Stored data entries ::
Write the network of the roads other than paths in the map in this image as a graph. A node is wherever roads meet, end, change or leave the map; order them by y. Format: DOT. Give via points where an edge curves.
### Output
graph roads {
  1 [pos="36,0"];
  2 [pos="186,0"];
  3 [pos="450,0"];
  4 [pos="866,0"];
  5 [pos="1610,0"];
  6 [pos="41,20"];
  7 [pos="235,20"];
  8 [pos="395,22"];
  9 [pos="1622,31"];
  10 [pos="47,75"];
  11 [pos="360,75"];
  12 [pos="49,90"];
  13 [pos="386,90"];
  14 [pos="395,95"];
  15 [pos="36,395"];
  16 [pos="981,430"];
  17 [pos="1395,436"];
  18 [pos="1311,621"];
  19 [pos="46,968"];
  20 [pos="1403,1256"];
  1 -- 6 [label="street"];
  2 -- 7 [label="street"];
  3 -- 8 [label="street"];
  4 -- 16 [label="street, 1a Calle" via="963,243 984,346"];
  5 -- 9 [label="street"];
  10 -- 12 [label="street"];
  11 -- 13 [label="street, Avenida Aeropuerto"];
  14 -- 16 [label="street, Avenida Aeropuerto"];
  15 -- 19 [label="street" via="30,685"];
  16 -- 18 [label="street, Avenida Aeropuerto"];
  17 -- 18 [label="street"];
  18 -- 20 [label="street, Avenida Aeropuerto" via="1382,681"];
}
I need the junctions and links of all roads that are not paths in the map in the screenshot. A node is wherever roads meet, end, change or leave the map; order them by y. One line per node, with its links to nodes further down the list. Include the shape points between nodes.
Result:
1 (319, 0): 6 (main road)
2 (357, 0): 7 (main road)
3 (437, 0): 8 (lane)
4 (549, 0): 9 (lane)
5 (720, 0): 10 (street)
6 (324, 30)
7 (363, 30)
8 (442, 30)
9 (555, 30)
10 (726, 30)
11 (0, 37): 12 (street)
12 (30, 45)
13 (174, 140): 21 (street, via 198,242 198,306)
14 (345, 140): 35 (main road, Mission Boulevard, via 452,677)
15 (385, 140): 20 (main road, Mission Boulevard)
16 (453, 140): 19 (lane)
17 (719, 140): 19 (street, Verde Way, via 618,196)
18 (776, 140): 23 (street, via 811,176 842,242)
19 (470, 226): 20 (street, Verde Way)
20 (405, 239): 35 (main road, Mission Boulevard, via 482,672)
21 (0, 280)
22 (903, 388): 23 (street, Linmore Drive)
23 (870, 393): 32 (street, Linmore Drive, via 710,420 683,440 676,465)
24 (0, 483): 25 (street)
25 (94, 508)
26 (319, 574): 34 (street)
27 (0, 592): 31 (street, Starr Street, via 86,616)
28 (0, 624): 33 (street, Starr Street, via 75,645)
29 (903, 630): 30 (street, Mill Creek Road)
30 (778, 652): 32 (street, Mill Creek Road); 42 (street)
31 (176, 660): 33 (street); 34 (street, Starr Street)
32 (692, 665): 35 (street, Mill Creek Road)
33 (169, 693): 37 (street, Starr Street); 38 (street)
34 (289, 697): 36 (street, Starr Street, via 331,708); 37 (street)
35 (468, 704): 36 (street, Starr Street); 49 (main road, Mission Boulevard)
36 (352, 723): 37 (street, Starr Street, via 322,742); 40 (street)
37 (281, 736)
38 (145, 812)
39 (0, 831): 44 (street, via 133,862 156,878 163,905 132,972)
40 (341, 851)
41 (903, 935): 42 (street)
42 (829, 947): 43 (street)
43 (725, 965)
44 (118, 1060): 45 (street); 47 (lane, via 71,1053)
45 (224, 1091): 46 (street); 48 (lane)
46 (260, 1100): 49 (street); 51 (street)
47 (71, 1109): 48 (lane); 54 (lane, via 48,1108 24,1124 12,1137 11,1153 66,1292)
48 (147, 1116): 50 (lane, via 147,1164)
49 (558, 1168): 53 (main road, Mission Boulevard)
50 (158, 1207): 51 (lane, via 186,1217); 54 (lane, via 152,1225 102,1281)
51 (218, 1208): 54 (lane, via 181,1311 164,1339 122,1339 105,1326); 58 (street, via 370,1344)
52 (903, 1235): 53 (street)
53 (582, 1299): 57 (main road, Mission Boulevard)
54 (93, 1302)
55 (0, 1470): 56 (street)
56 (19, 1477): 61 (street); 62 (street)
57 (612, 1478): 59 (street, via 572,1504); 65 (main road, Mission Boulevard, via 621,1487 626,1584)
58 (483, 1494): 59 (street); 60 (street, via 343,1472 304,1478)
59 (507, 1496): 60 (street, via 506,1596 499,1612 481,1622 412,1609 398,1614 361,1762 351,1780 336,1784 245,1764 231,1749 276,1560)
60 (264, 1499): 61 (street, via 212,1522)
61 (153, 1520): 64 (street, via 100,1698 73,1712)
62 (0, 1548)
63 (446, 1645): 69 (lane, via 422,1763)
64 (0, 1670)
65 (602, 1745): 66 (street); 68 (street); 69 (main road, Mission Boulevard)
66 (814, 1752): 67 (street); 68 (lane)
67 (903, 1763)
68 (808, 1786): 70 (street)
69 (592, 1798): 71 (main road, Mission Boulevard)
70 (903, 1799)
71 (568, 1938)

TASK DESCRIPTION ::
Repeat the entries verbatim through the line with "I need the junctions".

RESPONSE TO THE EXERCISE ::
Write the network of the roads other than paths in the map in this image as a graph. A node is wherever roads meet, end, change or leave the map; order them by y. Format: DOT. Give via points where an edge curves.
### Output
graph roads {
  1 [pos="36,0"];
  2 [pos="186,0"];
  3 [pos="450,0"];
  4 [pos="866,0"];
  5 [pos="1610,0"];
  6 [pos="41,20"];
  7 [pos="235,20"];
  8 [pos="395,22"];
  9 [pos="1622,31"];
  10 [pos="47,75"];
  11 [pos="360,75"];
  12 [pos="49,90"];
  13 [pos="386,90"];
  14 [pos="395,95"];
  15 [pos="36,395"];
  16 [pos="981,430"];
  17 [pos="1395,436"];
  18 [pos="1311,621"];
  19 [pos="46,968"];
  20 [pos="1403,1256"];
  1 -- 6 [label="street"];
  2 -- 7 [label="street"];
  3 -- 8 [label="street"];
  4 -- 16 [label="street, 1a Calle" via="963,243 984,346"];
  5 -- 9 [label="street"];
  10 -- 12 [label="street"];
  11 -- 13 [label="street, Avenida Aeropuerto"];
  14 -- 16 [label="street, Avenida Aeropuerto"];
  15 -- 19 [label="street" via="30,685"];
  16 -- 18 [label="street, Avenida Aeropuerto"];
  17 -- 18 [label="street"];
  18 -- 20 [label="street, Avenida Aeropuerto" via="1382,681"];
}
I need the junctions and links of all roads that are not paths in the map in the screenshot. A node is wherever roads meet, end, change or leave the map; order them by y. One line per node, with its links to nodes further down the list. Include the shape points between nodes.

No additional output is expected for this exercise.